One reason I read Zero Hedge is for the writing style and today the following introduction to an article on the BIS report on sovereign debt projections is a damned good example (emphasis mine) :
It’s one thing to hear fringe bloggers raving breathlessly against the collision course that the US economy is on. It is something else to see the Bank of International Settlements call for the baseline projection for US debt/GDP to hit over 400% by 2040. And this excludes the bankrupt GSEs, bankrupt Social Security, and the soon to be bankrupt Medicare. In a must read report, the BIS (of the central bankers’ central bank) provides the much needed segue to the work of Reinhart and Rogoff, and in not so many words confirms that the entire developed world is now bankrupt on a discounted basis. With Debt/GDP ratios for virtually everyone expected to jump to over 400% in the bank’s baseline scenario, it is no surprise why the Dow may well hit 1 quadrillion on nothing but Weimar and Zimbabwean ponzification, before it crashes instantaneously to zero.

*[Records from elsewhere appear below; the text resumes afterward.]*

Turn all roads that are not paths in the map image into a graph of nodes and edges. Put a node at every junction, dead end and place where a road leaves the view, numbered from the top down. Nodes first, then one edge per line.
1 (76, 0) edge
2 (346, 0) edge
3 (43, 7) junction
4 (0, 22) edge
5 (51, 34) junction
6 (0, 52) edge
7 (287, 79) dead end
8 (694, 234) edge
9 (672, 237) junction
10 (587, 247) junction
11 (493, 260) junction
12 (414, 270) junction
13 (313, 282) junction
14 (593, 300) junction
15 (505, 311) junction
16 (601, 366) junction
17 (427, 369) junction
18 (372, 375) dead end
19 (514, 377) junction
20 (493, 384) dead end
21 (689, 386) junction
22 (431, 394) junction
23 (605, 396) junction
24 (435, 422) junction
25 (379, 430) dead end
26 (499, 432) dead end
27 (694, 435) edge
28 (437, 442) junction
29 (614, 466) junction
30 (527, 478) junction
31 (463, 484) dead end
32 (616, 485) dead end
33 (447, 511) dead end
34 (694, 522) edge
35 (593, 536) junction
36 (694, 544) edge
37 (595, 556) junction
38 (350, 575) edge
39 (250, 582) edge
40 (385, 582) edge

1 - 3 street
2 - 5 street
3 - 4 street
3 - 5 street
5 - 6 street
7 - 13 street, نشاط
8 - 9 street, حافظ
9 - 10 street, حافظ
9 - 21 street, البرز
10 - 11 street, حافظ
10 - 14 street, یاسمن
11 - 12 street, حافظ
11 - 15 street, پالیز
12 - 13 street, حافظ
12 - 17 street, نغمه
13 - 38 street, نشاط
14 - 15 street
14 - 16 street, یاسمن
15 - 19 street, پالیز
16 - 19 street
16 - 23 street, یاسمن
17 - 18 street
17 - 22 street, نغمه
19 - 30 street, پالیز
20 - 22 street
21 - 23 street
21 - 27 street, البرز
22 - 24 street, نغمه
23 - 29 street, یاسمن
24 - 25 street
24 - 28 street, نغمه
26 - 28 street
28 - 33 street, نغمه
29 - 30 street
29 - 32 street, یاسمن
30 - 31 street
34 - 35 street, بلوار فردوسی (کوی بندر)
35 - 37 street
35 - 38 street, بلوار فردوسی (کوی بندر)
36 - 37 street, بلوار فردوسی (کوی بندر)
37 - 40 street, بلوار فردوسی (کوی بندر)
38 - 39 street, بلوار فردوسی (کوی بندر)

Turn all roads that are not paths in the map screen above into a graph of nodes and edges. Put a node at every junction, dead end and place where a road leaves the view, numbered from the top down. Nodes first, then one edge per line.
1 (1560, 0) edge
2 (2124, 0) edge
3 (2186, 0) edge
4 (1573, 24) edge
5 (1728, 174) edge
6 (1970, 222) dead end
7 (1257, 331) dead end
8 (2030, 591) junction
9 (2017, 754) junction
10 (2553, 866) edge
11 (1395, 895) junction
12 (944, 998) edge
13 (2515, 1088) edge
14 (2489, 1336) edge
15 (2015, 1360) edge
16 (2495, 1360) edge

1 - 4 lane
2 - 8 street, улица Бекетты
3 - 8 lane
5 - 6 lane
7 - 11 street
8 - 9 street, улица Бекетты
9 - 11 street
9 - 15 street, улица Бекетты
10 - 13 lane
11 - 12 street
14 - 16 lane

We exaggerate about the quadrillion, we do not exaggerate about the sovereign default. The current and previous administrations have doomed this country, just as all other administrations of the developed world have done the same, in order to bail out the banking system, in the greatest fatally flawed private-public risk transfer experiment ever attempted. Those who will walk out of it with virtually infinite wealth are about 0.1% of the US population (the same people who tell you now that all is well, and that their bonuses are fully justified). Those who won’t, and will end up doing bad things to the aforementioned cohort, is everyone else. And the “everyone else” is getting angrier by the day, as they realize just how massive the wealth transfer scam truly is… if only they could tear themselves away from the iCrap, watching Tiger Woods’ nonsensical Nike ads, or glower in schadenfreude as Simon Cowell rips another wanna be singer from head to toe.
There is quite an interesting graph from the report (included below) which shows Public Debt to GDP projections for OECD countries. The UK has the second worst projections for all three outcomes – Japan holds the top spot but they are already on the path to ruin.
Overall, an excellent article and well worth reading.